How smart surfaces could reduce glass  skyscraper cleaning and energy costs
AUTHOR : Sophia Laney

City skylines around the world are increasingly dominated by tall buildings constructed with thick­glass panels – but nanostructures that show extreme water repellency could help to combat the heating, cooling, and cleaning costs of maintaining these iconic, glazed facades. 

In my project I create surfaces that contain millions of structures (pillars or cones), which are approximately 1,000x  smaller than the width of a human hair.  Water hates being in contact with these nanostructures, as they are known.
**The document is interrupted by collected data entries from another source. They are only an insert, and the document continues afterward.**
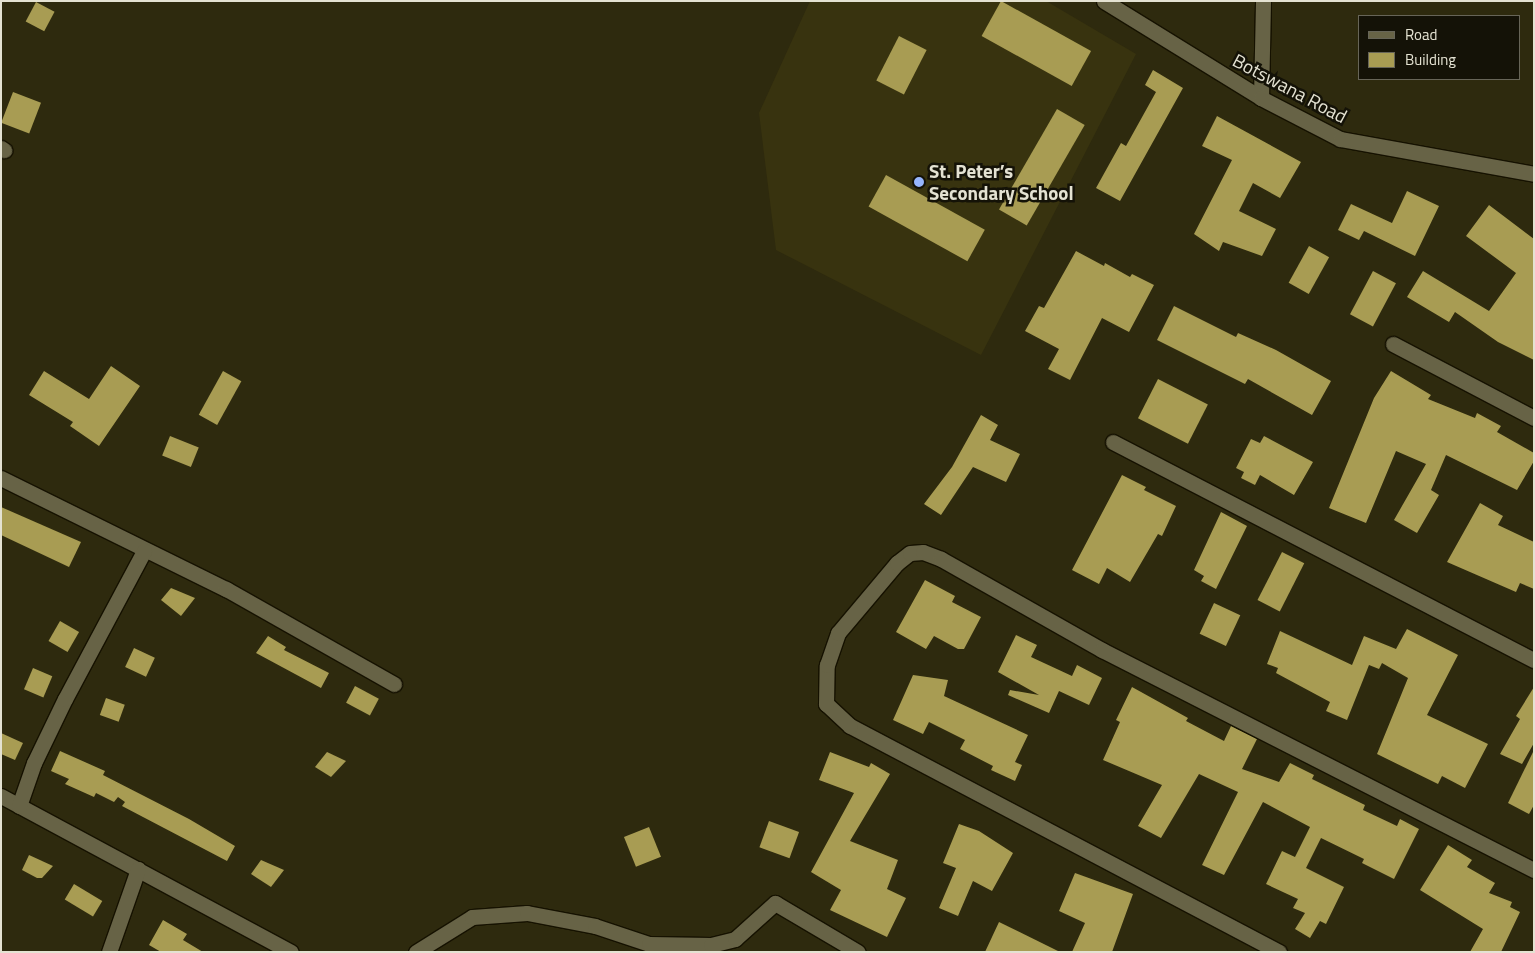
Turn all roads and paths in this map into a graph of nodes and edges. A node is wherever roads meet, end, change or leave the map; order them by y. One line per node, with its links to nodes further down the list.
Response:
1 (1104, 1): 3 (street, Botswana Road)
2 (1263, 1): 3 (street)
3 (1261, 98): 4 (street, Botswana Road)
4 (1534, 174)
5 (1393, 344): 6 (street)
6 (1534, 418)
7 (1113, 442): 10 (street)
8 (1, 478): 9 (street)
9 (144, 551): 11 (street); 13 (street)
10 (1534, 660)
11 (394, 684)
12 (1, 796): 13 (street)
13 (19, 806): 14 (street)
14 (138, 869): 16 (street); 17 (street)
15 (1534, 870): 20 (street)
16 (109, 952)
17 (291, 952)
18 (416, 952): 19 (street)
19 (858, 952)
20 (1278, 952)

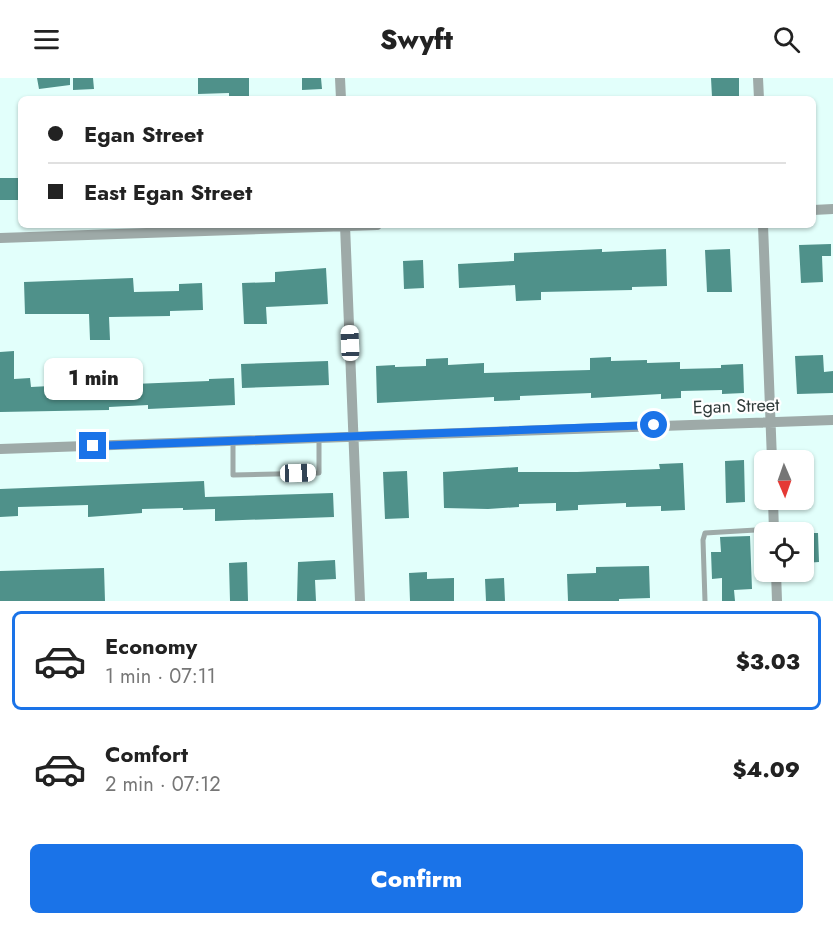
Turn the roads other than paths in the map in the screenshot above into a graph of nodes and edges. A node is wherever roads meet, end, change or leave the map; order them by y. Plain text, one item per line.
1 (340, 78) edge
2 (758, 78) edge
3 (341, 96) edge
4 (759, 96) edge
5 (833, 209) edge
6 (816, 210) edge
7 (288, 228) edge
8 (345, 228) edge
9 (763, 228) edge
10 (0, 238) edge
11 (833, 420) edge
12 (770, 421) junction
13 (353, 437) junction
14 (318, 438) junction
15 (232, 441) junction
16 (0, 449) edge
17 (771, 450) edge
18 (754, 532) edge
19 (776, 582) edge
20 (360, 601) edge
21 (705, 601) edge
22 (777, 601) edge

1 - 3 street
2 - 4 street
5 - 6 street
7 - 10 street
8 - 13 street
9 - 12 street
11 - 12 street, Egan Street
12 - 13 street, Egan Street
12 - 17 street
13 - 14 street, Egan Street
13 - 20 street
14 - 15 street, Egan Street
14 - 15 lane
15 - 16 street, Egan Street
18 - 21 lane
19 - 22 street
When a water droplet hits the surface, it  immediately bounces or rolls off. As the droplet rolls off the surface, it picks up  any dust along the way, which results in a “self­cleaning” surface that is excellent for windows.  In addition to the water repellent  properties, I am also looking to coat the nanostructures with materials that are thermo­responsive – where the properties change due to heat. And so the self­cleaning windows become "smart" windows that are able, without energy, to control the heat going into and out of a glass skyscraper depending on the outside temperature.
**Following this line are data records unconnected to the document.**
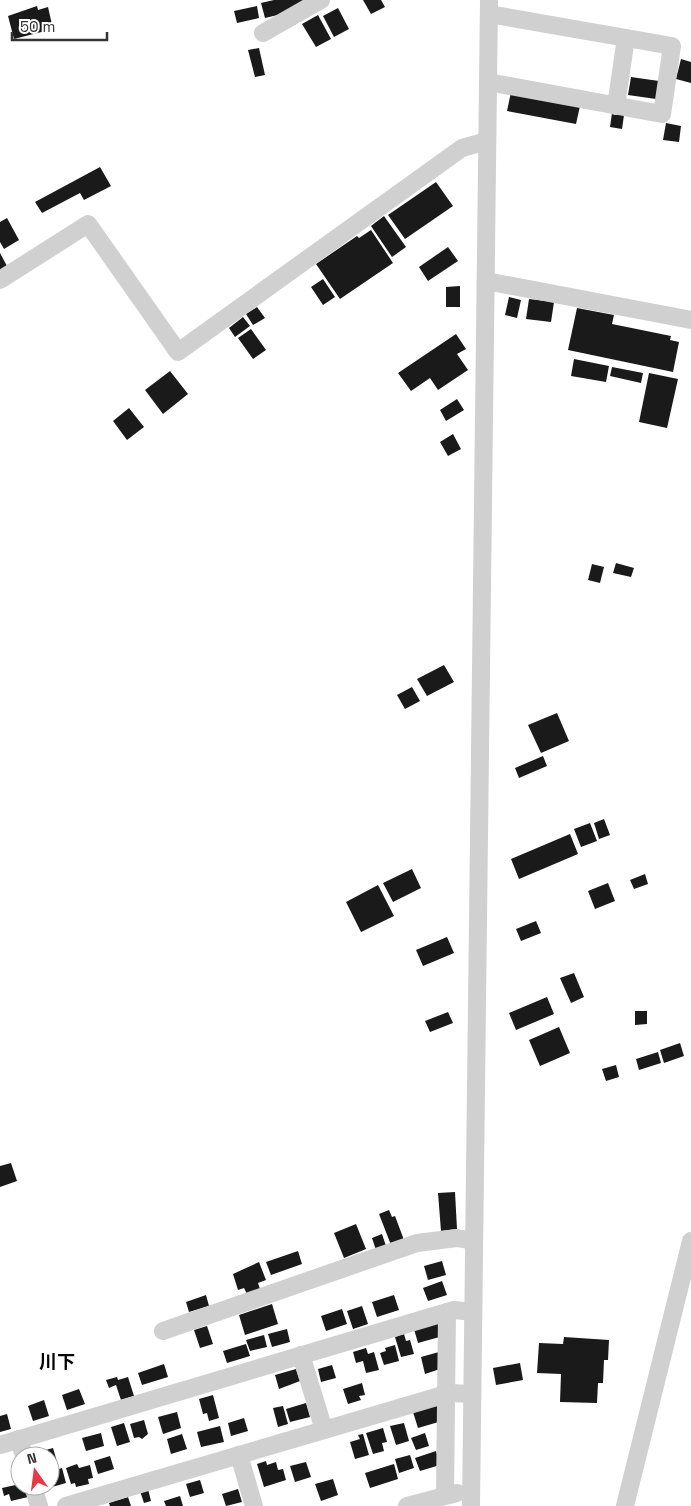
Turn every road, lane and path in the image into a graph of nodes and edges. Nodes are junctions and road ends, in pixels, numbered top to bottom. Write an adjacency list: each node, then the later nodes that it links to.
1 (321, 0): 3 (street)
2 (489, 7): 4 (street); 5 (street)
3 (263, 34)
4 (626, 38): 6 (street); 6 (street)
5 (488, 82): 6 (street); 7 (street)
6 (616, 106)
7 (487, 141): 8 (street); 9 (street)
8 (0, 280)
9 (486, 281): 10 (street); 11 (street)
10 (691, 320)
11 (474, 1241): 14 (street); 15 (street)
12 (691, 1241): 31 (street)
13 (447, 1312): 14 (street); 16 (street); 17 (street)
14 (473, 1312): 18 (street)
15 (163, 1331)
16 (301, 1356): 19 (street); 20 (street)
17 (446, 1394): 18 (street); 19 (street); 24 (street)
18 (472, 1394): 25 (street)
19 (324, 1430): 23 (street)
20 (18, 1439): 21 (street); 22 (street)
21 (0, 1445)
22 (20, 1446)
23 (239, 1455): 28 (street); 29 (street)
24 (446, 1469): 25 (street); 26 (street)
25 (471, 1469): 27 (street)
26 (446, 1495): 27 (street); 30 (street)
27 (471, 1500)
28 (66, 1506)
29 (254, 1506)
30 (407, 1506)
31 (624, 1506)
A change to the size and distance between the nanostructures has a significant effect on the overall surface properties. Decreasing the distance between the structures, for instance, can generate a surface that is not only self­cleaning but also anti­reflective.  

Anti­reflective surfaces are ideal for solar cells as they reduce the amount of reflected light, thereby increasing the energy efficiency of the solar cell – which in turn could make the heavy costs associated with glass skyscrapers easier to manage.